The point is, there would be no way to list all the things that go into determining whether something can support the player.

The thrower and the group just have to figure it out whether or not something is "a surface [...] which is capable of supporting the player and from which a stance can reasonably be taken, or is "any other object that provides support", or not.
 
What about when the ground ceases to become a playing surface at 1500 degrees? Or whatever temperature shoes melt. There could be courses in Yellowstone or Hawaii where some areas of the ground is so hot it is not a playing surface.

tu quoque

The point is, there would be no way to list all the things that go into determining whether something can support the player.

The thrower and the group just have to figure it out whether or not something is "a surface [...] which is capable of supporting the player and from which a stance can reasonably be taken, or is "any other object that provides support", or not.

So you have no problem with the "playing surface" changing over the course of a day as something freezes/melts/is engulfed in lava?

IMO the default defining line on a body of water which is characterized as OB should remain the same when that body of water freezes- the TD can always designate it differently. This is much more a player safety issue than it is a competitive balance issue.

When a player looks at a tee sign and sees a blue area representing a pond designated OB the boundaries of that OB should not be different if the pond happens to be frozen.
 
tu quoque



So you have no problem with the "playing surface" changing over the course of a day as something freezes/melts/is engulfed in lava?

IMO the default defining line on a body of water which is characterized as OB should remain the same when that body of water freezes- the TD can always designate it differently. This is much more a player safety issue than it is a competitive balance issue.

When a player looks at a tee sign and sees a blue area representing a pond designated OB the boundaries of that OB should not be different if the pond happens to be frozen.
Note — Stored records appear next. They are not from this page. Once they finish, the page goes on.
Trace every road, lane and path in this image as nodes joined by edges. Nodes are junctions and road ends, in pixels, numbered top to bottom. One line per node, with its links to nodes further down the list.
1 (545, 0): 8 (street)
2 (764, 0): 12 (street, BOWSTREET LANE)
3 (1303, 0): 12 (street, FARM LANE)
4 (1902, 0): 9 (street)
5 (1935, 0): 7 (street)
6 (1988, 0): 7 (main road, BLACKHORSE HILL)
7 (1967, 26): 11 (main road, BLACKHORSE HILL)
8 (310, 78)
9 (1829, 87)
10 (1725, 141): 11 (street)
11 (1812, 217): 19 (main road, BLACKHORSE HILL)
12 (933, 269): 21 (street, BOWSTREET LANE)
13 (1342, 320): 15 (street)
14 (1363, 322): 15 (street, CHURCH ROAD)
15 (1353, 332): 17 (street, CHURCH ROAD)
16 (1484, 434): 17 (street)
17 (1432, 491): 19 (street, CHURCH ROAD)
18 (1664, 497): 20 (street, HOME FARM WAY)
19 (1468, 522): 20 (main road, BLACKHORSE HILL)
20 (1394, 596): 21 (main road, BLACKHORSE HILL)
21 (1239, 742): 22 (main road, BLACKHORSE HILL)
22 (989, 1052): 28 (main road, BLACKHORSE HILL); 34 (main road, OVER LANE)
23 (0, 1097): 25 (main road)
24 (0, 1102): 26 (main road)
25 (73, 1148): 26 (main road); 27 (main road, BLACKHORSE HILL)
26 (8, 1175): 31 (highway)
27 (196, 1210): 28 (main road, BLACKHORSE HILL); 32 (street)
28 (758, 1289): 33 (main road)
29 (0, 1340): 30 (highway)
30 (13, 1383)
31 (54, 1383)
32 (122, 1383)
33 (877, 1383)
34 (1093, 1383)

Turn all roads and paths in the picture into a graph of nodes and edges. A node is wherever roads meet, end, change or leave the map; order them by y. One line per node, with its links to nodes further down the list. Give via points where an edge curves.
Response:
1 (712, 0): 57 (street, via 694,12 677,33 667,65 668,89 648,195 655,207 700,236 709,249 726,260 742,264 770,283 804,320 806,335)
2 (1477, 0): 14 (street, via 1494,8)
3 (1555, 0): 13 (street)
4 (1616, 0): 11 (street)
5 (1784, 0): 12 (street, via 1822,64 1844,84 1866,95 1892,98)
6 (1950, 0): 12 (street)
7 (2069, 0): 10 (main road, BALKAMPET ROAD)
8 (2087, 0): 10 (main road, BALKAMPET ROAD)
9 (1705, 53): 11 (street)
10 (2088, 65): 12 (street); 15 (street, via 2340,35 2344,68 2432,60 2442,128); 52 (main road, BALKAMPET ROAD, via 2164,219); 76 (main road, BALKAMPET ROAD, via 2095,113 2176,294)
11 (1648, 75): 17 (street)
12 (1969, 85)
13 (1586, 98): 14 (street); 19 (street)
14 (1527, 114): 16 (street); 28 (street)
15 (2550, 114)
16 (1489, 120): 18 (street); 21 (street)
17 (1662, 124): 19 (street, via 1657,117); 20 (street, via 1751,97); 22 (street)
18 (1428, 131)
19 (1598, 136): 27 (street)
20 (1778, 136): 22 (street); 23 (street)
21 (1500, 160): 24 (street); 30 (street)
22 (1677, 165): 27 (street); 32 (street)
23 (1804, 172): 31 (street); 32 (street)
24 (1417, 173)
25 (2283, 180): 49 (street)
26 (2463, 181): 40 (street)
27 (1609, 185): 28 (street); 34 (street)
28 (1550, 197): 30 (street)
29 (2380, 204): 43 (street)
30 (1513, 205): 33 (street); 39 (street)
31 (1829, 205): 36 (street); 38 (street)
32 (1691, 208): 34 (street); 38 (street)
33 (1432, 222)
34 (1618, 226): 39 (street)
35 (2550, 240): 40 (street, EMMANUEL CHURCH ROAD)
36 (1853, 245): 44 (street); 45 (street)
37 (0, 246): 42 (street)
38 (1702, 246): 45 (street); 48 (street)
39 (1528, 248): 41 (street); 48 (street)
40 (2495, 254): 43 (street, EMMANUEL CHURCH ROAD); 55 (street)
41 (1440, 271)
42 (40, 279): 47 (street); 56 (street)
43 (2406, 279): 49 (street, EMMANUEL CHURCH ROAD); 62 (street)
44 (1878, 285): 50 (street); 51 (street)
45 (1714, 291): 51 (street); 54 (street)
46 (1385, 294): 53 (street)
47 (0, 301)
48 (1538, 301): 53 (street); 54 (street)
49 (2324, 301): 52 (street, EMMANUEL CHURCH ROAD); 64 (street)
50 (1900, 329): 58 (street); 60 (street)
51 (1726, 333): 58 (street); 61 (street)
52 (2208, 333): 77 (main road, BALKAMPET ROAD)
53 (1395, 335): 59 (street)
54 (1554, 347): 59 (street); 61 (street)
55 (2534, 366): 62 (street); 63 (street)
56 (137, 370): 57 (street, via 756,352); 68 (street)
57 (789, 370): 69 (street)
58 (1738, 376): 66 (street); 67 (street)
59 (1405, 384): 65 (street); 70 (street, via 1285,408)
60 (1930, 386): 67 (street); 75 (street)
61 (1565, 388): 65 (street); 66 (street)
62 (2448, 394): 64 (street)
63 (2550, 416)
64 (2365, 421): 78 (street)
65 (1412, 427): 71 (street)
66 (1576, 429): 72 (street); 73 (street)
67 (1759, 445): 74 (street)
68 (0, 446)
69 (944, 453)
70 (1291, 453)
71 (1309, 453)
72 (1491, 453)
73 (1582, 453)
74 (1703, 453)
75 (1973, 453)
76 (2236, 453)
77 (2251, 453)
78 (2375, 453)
I wasn't talking about whether something is Out of Bounds. That's a different rule than whether something is a Playing Surface. Yes, whether an area is a playing surface or not can depend on the temperature. If it goes from a place where a stance can reasonably be taken to a place where a stance cannot reasonably be taken, or vice versa.
 
I cannot put a stone into the shallow water and step on that to keep my feet dry, but I could place a disc upside down there and step onto that (the thinkness must be small enough). Could I put a salad bowl onto the lie and step with my foot into that? It would be of little thickness under the foot and it can keep my feet dry, even with several inches of water. (You know, a salad bowl is always in my bag, for a delicious wild herb salad, when I get hungy mid-round. ;-) )

Would that be legal?
 
I cannot put a stone into the shallow water and step on that to keep my feet dry, but I could place a disc upside down there and step onto that (the thickness must be small enough). Could I put a salad bowl onto the lie and step with my foot into that? It would be of little thickness under the foot and it can keep my feet dry, even with several inches of water. (You know, a salad bowl is always in my bag, for a delicious wild herb salad, when I get hungry mid-round. ;-) )

Would that be legal?

An upside-down catch disc is just a wider salad bowl.